▶ _TASK INSTRUCTIONS_
Apart from the images, repeat the data below exactly as written.

Stored data entries
□ □ □ □

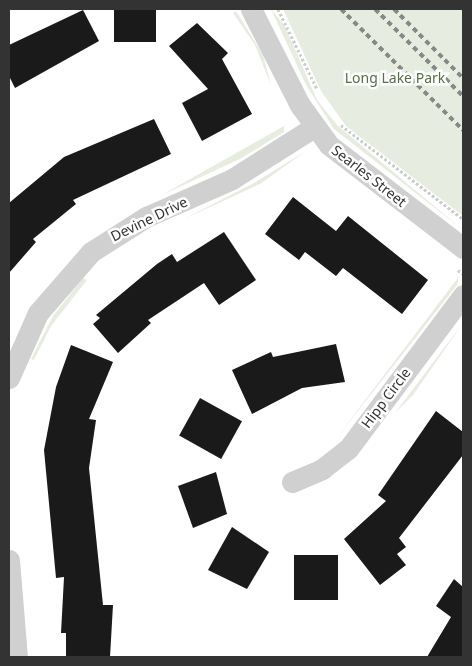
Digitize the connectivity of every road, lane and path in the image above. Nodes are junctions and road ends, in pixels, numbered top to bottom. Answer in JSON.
{"nodes":[{"id":1,"x":252,"y":9,"type":"edge"},
{"id":2,"x":278,"y":9,"type":"edge"},
{"id":3,"x":320,"y":97,"type":"dead end"},
{"id":4,"x":335,"y":120,"type":"dead end"},
{"id":5,"x":314,"y":127,"type":"junction"},
{"id":6,"x":463,"y":219,"type":"edge"},
{"id":7,"x":463,"y":248,"type":"edge"},
{"id":8,"x":458,"y":270,"type":"dead end"},
{"id":9,"x":463,"y":274,"type":"edge"},
{"id":10,"x":463,"y":295,"type":"edge"},
{"id":11,"x":9,"y":378,"type":"edge"},
{"id":12,"x":292,"y":482,"type":"dead end"},
{"id":13,"x":9,"y":560,"type":"edge"},
{"id":14,"x":18,"y":657,"type":"edge"}],
"edges":[{"from":1,"to":5,"type":"street","name":"Searles Street"},
{"from":2,"to":3,"type":"path"},
{"from":4,"to":6,"type":"path"},
{"from":5,"to":7,"type":"street","name":"Searles Street"},
{"from":5,"to":11,"type":"street","name":"Devine Drive"},
{"from":8,"to":9,"type":"path"},
{"from":10,"to":12,"type":"street","name":"Hipp Circle"},
{"from":13,"to":14,"type":"street"}]}
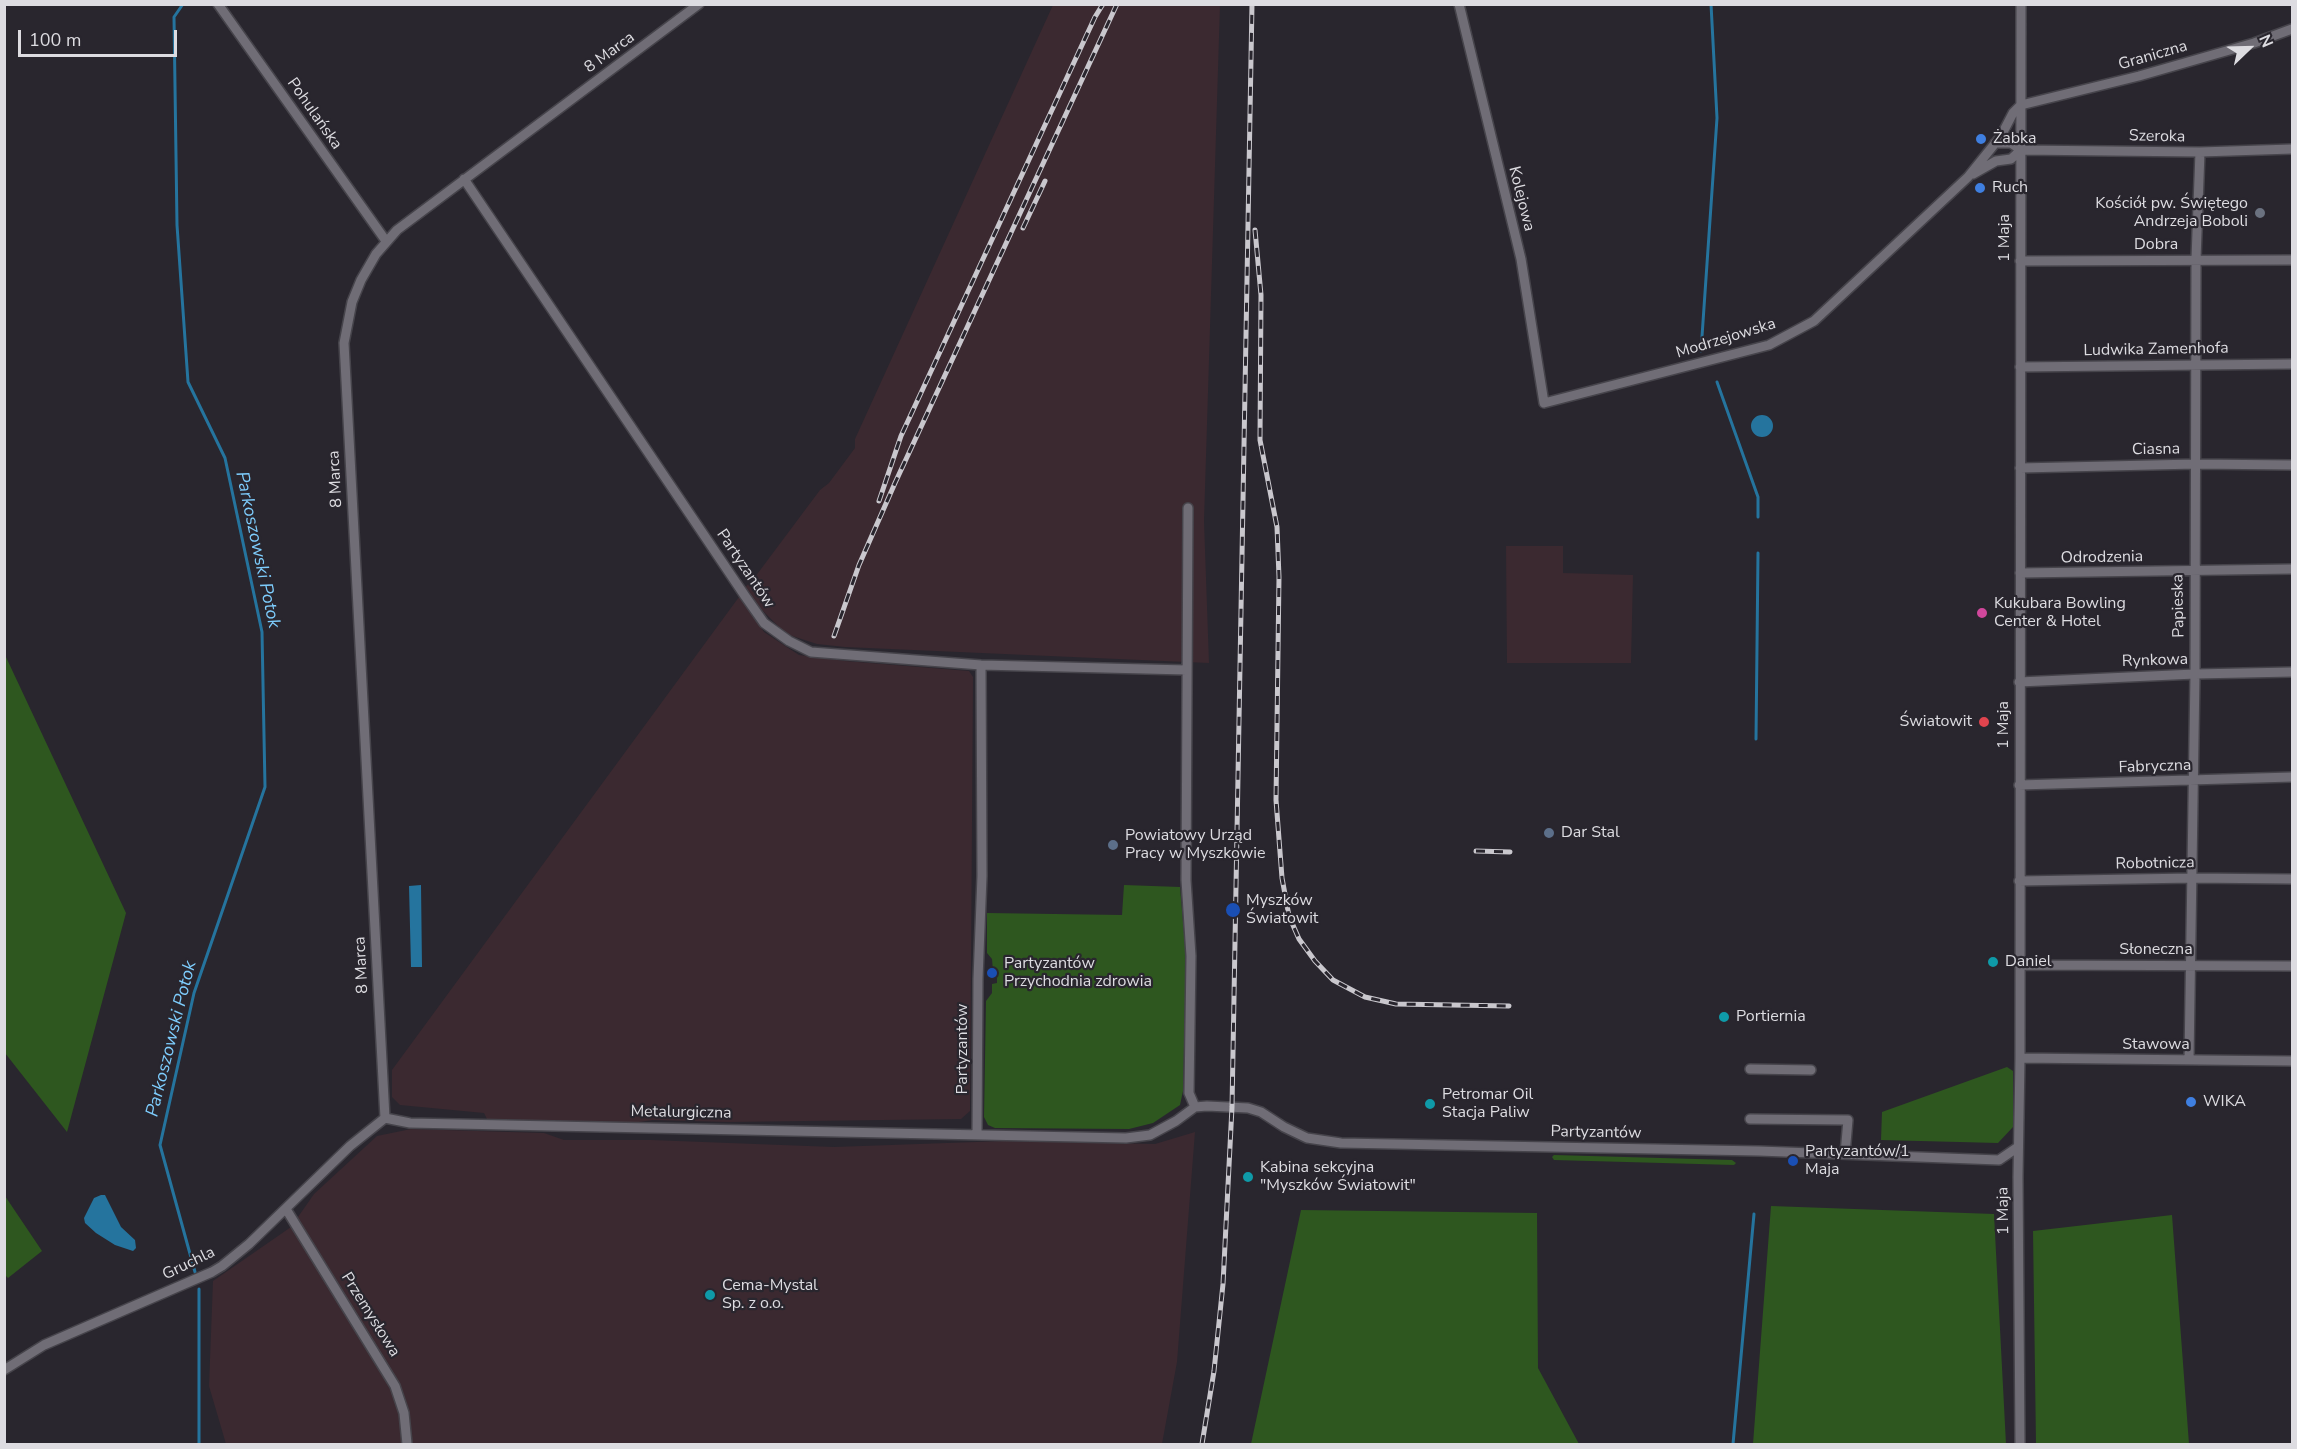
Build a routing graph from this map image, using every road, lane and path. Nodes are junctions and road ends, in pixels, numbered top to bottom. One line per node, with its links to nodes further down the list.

□ □ □ □

▶ _SOLUTION TO THIS PROBLEM_
Digitize the connectivity of every road, lane and path in the image above. Nodes are junctions and road ends, in pixels, numbered top to bottom. Answer in JSON.
{"nodes":[{"id":1,"x":252,"y":9,"type":"edge"},
{"id":2,"x":278,"y":9,"type":"edge"},
{"id":3,"x":320,"y":97,"type":"dead end"},
{"id":4,"x":335,"y":120,"type":"dead end"},
{"id":5,"x":314,"y":127,"type":"junction"},
{"id":6,"x":463,"y":219,"type":"edge"},
{"id":7,"x":463,"y":248,"type":"edge"},
{"id":8,"x":458,"y":270,"type":"dead end"},
{"id":9,"x":463,"y":274,"type":"edge"},
{"id":10,"x":463,"y":295,"type":"edge"},
{"id":11,"x":9,"y":378,"type":"edge"},
{"id":12,"x":292,"y":482,"type":"dead end"},
{"id":13,"x":9,"y":560,"type":"edge"},
{"id":14,"x":18,"y":657,"type":"edge"}],
"edges":[{"from":1,"to":5,"type":"street","name":"Searles Street"},
{"from":2,"to":3,"type":"path"},
{"from":4,"to":6,"type":"path"},
{"from":5,"to":7,"type":"street","name":"Searles Street"},
{"from":5,"to":11,"type":"street","name":"Devine Drive"},
{"from":8,"to":9,"type":"path"},
{"from":10,"to":12,"type":"street","name":"Hipp Circle"},
{"from":13,"to":14,"type":"street"}]}
Build a routing graph from this map image, using every road, lane and path. Nodes are junctions and road ends, in pixels, numbered top to bottom. One line per node, with its links to nodes further down the list.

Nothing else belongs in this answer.